Excerpts from a dataset
▬▬▬▬▬▬

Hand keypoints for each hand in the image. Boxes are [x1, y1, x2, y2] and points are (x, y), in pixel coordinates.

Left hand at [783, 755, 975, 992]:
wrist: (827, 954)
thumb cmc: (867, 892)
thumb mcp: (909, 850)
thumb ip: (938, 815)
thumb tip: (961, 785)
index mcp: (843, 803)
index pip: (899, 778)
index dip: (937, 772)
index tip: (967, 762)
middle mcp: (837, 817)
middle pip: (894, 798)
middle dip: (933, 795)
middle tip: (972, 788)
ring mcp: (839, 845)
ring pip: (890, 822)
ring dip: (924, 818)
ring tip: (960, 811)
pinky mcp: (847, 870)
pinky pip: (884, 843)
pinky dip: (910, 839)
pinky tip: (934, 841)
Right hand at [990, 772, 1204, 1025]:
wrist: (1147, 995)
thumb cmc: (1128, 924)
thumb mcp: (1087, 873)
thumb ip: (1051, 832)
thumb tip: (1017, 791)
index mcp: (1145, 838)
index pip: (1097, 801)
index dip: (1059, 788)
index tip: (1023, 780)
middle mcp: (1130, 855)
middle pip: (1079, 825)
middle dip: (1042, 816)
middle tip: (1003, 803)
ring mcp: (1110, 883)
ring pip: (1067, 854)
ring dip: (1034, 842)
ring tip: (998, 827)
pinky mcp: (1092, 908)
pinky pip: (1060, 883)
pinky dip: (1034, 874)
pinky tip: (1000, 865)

▬▬▬▬▬▬

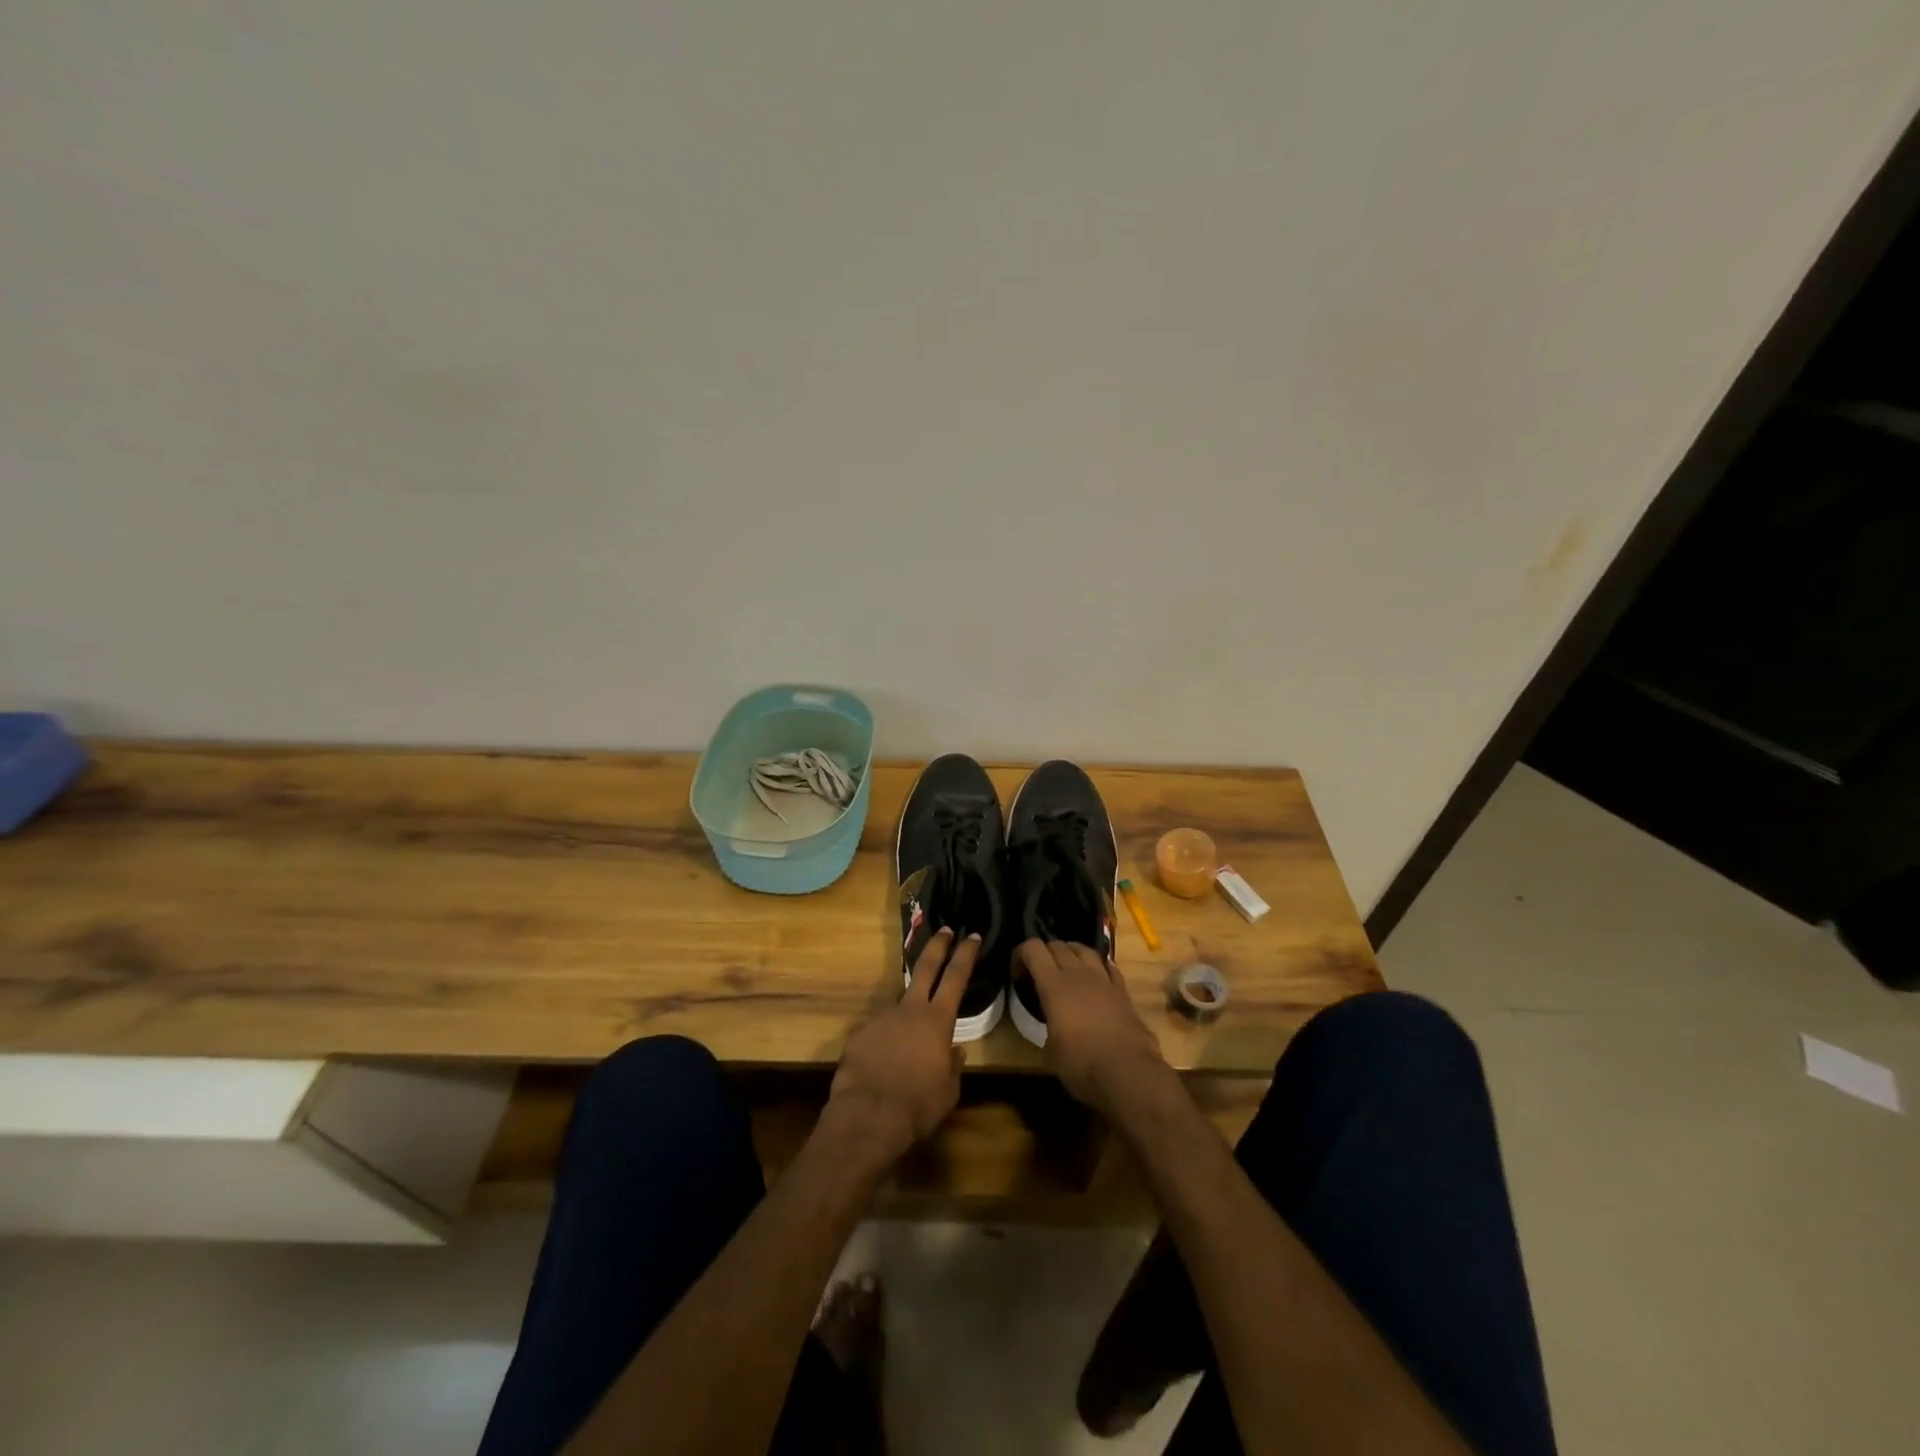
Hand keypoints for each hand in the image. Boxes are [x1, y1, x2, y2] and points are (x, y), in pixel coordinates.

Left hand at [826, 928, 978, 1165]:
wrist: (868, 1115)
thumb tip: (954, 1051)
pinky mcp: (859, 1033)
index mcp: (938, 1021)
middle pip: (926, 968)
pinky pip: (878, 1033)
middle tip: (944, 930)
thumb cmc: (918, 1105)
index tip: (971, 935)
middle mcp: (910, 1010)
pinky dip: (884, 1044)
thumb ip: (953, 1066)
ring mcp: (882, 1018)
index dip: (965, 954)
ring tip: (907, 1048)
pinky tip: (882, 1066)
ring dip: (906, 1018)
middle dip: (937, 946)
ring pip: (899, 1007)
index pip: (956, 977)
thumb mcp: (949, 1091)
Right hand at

▬▬▬▬▬▬

Using the entries above, output exactly the lines between the line holding "middle mcp: (837, 817)" and the line holding "pinky tip: (1000, 865)", end lines included, and nothing more.

* _Answer space_:
middle mcp: (837, 817)
middle pip: (894, 798)
middle dip: (933, 795)
middle tip: (972, 788)
ring mcp: (839, 845)
ring pip: (890, 822)
ring dip: (924, 818)
ring tip: (960, 811)
pinky mcp: (847, 870)
pinky pip: (884, 843)
pinky dip: (910, 839)
pinky tip: (934, 841)
Right hand at [990, 772, 1204, 1025]:
wrist: (1147, 995)
thumb cmc: (1128, 924)
thumb mcp: (1087, 873)
thumb ip: (1051, 832)
thumb tip: (1017, 791)
index mcp: (1145, 838)
index pip: (1097, 801)
index dip: (1059, 788)
index tip: (1023, 780)
middle mcp: (1130, 855)
middle pip: (1079, 825)
middle dip: (1042, 816)
middle tip: (1003, 803)
ring mcp: (1110, 883)
ring pip: (1067, 854)
ring dip: (1034, 842)
ring tip: (998, 827)
pinky mcp: (1092, 908)
pinky pip: (1060, 883)
pinky dip: (1034, 874)
pinky tip: (1000, 865)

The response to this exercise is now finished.